"Maybe we should develop a Crayola bomb as our next secret weapon," writes Robert Fulghum in my favorite of his musings. "And every time a crisis developed, we would launch one. It would explode high in the air--explode softly--and send thousands, millions, of little parachutes into the air," depositing boxes of crayons "with the sharpener built right in.... And people would smile and get a funny look on their faces and cover the world with imagination."
Earlier this week, writer and social justice activist Leonard Fein spoke at Harvard Hillel. He described the combined-effects munitions, more commonly known as cluster bombs, and their hundreds of brightly-colored bomblets that spread out over a target, and I was reminded of Fulghum's words. Yet with a cluster bomb, the child's idyll world is horribly transformed.
It all starts well enough: "The bomb carrier starts to descend and it comes apart and small little bomblets come out and when they hit the ground they will destruct," an Air Force spokesperson at the Pentagon told me.

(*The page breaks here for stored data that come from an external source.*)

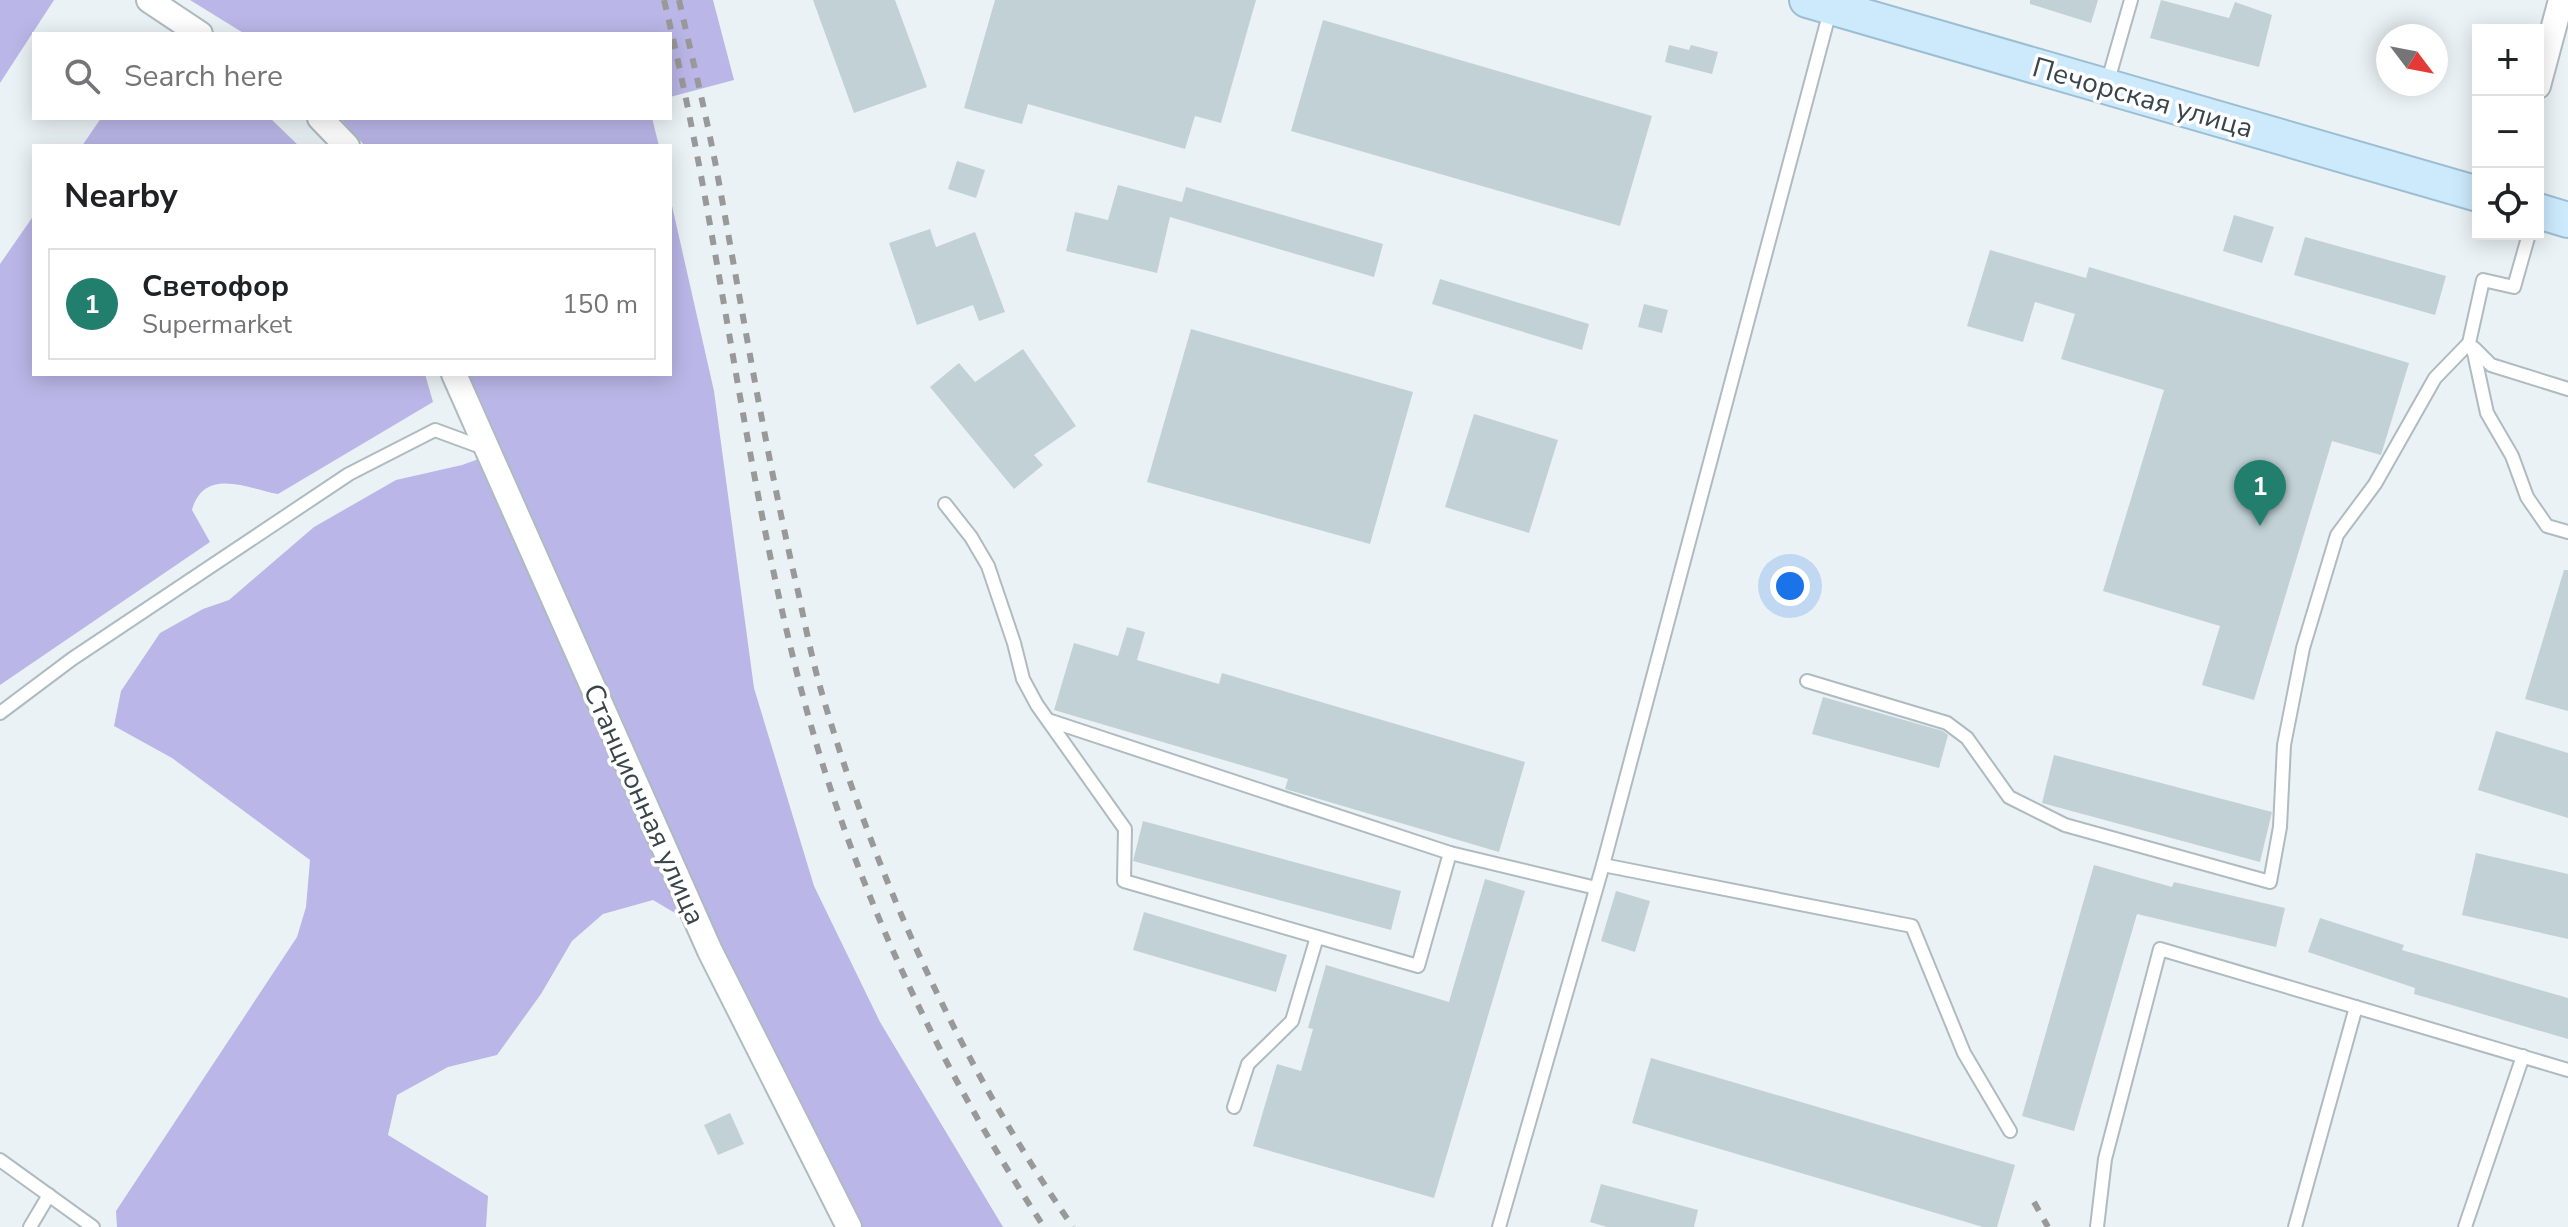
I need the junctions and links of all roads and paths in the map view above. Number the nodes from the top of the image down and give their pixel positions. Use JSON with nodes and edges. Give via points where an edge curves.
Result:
{"nodes":[{"id":1,"x":149,"y":0,"type":"edge"},
{"id":2,"x":2131,"y":0,"type":"edge"},
{"id":3,"x":2561,"y":0,"type":"edge"},
{"id":4,"x":1819,"y":4,"type":"edge"},
{"id":5,"x":197,"y":32,"type":"edge"},
{"id":6,"x":2544,"y":64,"type":"edge"},
{"id":7,"x":2106,"y":87,"type":"junction"},
{"id":8,"x":322,"y":120,"type":"edge"},
{"id":9,"x":345,"y":144,"type":"edge"},
{"id":10,"x":2472,"y":192,"type":"edge"},
{"id":11,"x":2544,"y":213,"type":"edge"},
{"id":12,"x":2568,"y":220,"type":"edge"},
{"id":13,"x":2527,"y":240,"type":"edge"},
{"id":14,"x":2469,"y":343,"type":"junction"},
{"id":15,"x":455,"y":376,"type":"edge"},
{"id":16,"x":2568,"y":389,"type":"edge"},
{"id":17,"x":487,"y":450,"type":"junction"},
{"id":18,"x":945,"y":504,"type":"dead end"},
{"id":19,"x":2568,"y":532,"type":"edge"},
{"id":20,"x":1807,"y":681,"type":"dead end"},
{"id":21,"x":0,"y":713,"type":"edge"},
{"id":22,"x":1051,"y":721,"type":"junction"},
{"id":23,"x":1450,"y":853,"type":"junction"},
{"id":24,"x":1603,"y":865,"type":"junction"},
{"id":25,"x":1596,"y":888,"type":"junction"},
{"id":26,"x":1317,"y":937,"type":"junction"},
{"id":27,"x":2356,"y":1007,"type":"junction"},
{"id":28,"x":2523,"y":1056,"type":"junction"},
{"id":29,"x":2568,"y":1070,"type":"edge"},
{"id":30,"x":1234,"y":1107,"type":"dead end"},
{"id":31,"x":2010,"y":1131,"type":"dead end"},
{"id":32,"x":0,"y":1160,"type":"edge"},
{"id":33,"x":49,"y":1195,"type":"junction"},
{"id":34,"x":30,"y":1227,"type":"edge"},
{"id":35,"x":93,"y":1227,"type":"edge"},
{"id":36,"x":849,"y":1227,"type":"edge"},
{"id":37,"x":1499,"y":1227,"type":"edge"},
{"id":38,"x":2097,"y":1227,"type":"edge"},
{"id":39,"x":2295,"y":1227,"type":"edge"},
{"id":40,"x":2465,"y":1227,"type":"edge"}],
"edges":[{"from":1,"to":5,"type":"street"},
{"from":2,"to":7,"type":"lane"},
{"from":3,"to":6,"type":"street"},
{"from":4,"to":7,"type":"street","name":"Печорская улица"},
{"from":4,"to":24,"type":"lane"},
{"from":7,"to":10,"type":"street","name":"Печорская улица"},
{"from":8,"to":9,"type":"street"},
{"from":11,"to":12,"type":"street"},
{"from":13,"to":14,"type":"lane","via":[[2514,287],[2483,280]]},
{"from":14,"to":16,"type":"lane","via":[[2491,365]]},
{"from":14,"to":19,"type":"lane","via":[[2487,413],[2512,456],[2527,497],[2547,526]]},
{"from":14,"to":20,"type":"lane","via":[[2435,378],[2375,484],[2337,535],[2303,648],[2284,745],[2280,827],[2270,882],[2065,825],[2009,797],[1967,738],[1947,723]]},
{"from":15,"to":17,"type":"street","name":"Станционная улица"},
{"from":17,"to":21,"type":"lane","via":[[435,430],[349,474]]},
{"from":17,"to":36,"type":"street","name":"Станционная улица","via":[[710,951]]},
{"from":18,"to":22,"type":"lane","via":[[988,566],[1023,679]]},
{"from":22,"to":23,"type":"lane"},
{"from":22,"to":26,"type":"lane","via":[[1125,829],[1124,881]]},
{"from":23,"to":25,"type":"lane"},
{"from":23,"to":26,"type":"lane","via":[[1418,966]]},
{"from":24,"to":25,"type":"lane"},
{"from":24,"to":31,"type":"lane","via":[[1912,926],[1964,1053]]},
{"from":25,"to":37,"type":"lane"},
{"from":26,"to":30,"type":"lane","via":[[1292,1021],[1248,1064]]},
{"from":27,"to":28,"type":"lane"},
{"from":27,"to":38,"type":"lane","via":[[2160,949],[2105,1159]]},
{"from":27,"to":39,"type":"lane"},
{"from":28,"to":29,"type":"lane"},
{"from":28,"to":40,"type":"lane"},
{"from":32,"to":33,"type":"lane"},
{"from":33,"to":34,"type":"lane"},
{"from":33,"to":35,"type":"lane"}]}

"The area where you are dropping [cluster bombs] is usually a combat area," he explained to me. Since there are many types of weapons to choose from, "the Air Force or any [Department of Defense] operation takes a very serious look at a particular weapon or any sort of munition to be used; it is not a random decision and it is made looking for a particular effect."
In the case of the cluster bomb, it is their ability to pierce armored vehicles, blow up personnel and otherwise alter the battle plans of an enemy brigade on the move that has made them a vital part of American campaigns in Iraq and more recently in Kosovo.
The weapon is of course not perfect: "It's not a precision munition," the Air Force spokesperson added. "There are 5 percent [of the bomblets] that will not explode on impact They just sit there. You don't want to pick it up or go play there because you don't know what caused them not to go off."
But this can also be part of how they are intended to work. "If they are run over or inappropriately handled, they are certainly dangerous," the Air Force spokesperson said, noting that in a combat zone this adds to their overall effectiveness.
However, when a country tries to regain peace, the unexploded bomblets, or "duds," retard the process. They stay and do not know tank from child, peace from violence. These bitter presents of war, perhaps hiding under a tree branch, brightly colored and coded, are dangerously inviting.